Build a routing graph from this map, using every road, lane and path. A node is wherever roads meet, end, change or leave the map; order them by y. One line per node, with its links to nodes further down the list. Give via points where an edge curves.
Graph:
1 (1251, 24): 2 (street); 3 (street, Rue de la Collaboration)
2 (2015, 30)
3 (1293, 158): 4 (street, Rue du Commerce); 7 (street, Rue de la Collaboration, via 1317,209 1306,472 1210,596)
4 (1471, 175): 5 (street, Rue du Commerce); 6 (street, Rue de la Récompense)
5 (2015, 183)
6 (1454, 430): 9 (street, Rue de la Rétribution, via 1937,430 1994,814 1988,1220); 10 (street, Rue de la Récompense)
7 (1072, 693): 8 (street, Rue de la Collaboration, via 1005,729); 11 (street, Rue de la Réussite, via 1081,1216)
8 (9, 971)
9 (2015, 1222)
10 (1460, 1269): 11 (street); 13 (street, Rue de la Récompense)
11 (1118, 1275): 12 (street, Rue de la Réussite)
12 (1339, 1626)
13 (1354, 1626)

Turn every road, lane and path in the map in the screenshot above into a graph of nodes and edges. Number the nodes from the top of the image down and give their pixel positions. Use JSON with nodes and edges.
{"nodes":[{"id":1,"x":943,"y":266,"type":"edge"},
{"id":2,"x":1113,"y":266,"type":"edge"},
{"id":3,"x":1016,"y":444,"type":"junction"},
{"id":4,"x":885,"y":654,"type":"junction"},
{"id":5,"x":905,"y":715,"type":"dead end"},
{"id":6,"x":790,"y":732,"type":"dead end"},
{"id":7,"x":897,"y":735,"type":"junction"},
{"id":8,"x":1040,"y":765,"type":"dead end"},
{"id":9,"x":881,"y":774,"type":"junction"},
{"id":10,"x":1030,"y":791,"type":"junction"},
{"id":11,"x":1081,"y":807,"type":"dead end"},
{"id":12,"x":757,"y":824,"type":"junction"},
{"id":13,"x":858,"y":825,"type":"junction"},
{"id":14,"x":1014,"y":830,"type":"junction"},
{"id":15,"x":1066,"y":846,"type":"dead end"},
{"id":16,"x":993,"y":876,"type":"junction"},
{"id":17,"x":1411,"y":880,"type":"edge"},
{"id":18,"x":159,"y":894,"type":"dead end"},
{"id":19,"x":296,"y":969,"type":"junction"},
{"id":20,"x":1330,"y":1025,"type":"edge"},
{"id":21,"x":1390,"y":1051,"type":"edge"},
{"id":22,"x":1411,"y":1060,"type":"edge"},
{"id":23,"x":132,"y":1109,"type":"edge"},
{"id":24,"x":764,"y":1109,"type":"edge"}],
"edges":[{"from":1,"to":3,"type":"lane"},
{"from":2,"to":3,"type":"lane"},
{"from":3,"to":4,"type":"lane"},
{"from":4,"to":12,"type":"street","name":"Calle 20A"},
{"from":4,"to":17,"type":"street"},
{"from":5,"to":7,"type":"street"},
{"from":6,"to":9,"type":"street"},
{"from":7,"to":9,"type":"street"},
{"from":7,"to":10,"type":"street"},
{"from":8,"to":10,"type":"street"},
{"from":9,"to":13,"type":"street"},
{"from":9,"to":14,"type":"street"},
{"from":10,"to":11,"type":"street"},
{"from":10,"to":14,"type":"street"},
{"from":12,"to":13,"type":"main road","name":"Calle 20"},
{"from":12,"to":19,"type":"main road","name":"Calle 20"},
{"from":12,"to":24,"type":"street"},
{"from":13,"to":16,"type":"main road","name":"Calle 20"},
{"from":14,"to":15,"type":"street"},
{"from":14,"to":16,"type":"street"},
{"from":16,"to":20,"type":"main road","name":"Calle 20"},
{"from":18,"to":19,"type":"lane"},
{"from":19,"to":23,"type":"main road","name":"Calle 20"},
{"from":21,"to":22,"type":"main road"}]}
*-*-*
About this exercise: Return all lines in the data that include the word "edges".

Solved exercise:
Turn every road, lane and path in the map in the screenshot above into a graph of nodes and edges. Number the nodes from the top of the image down and give their pixel positions. Use JSON with nodes and edges.
"edges":[{"from":1,"to":3,"type":"lane"},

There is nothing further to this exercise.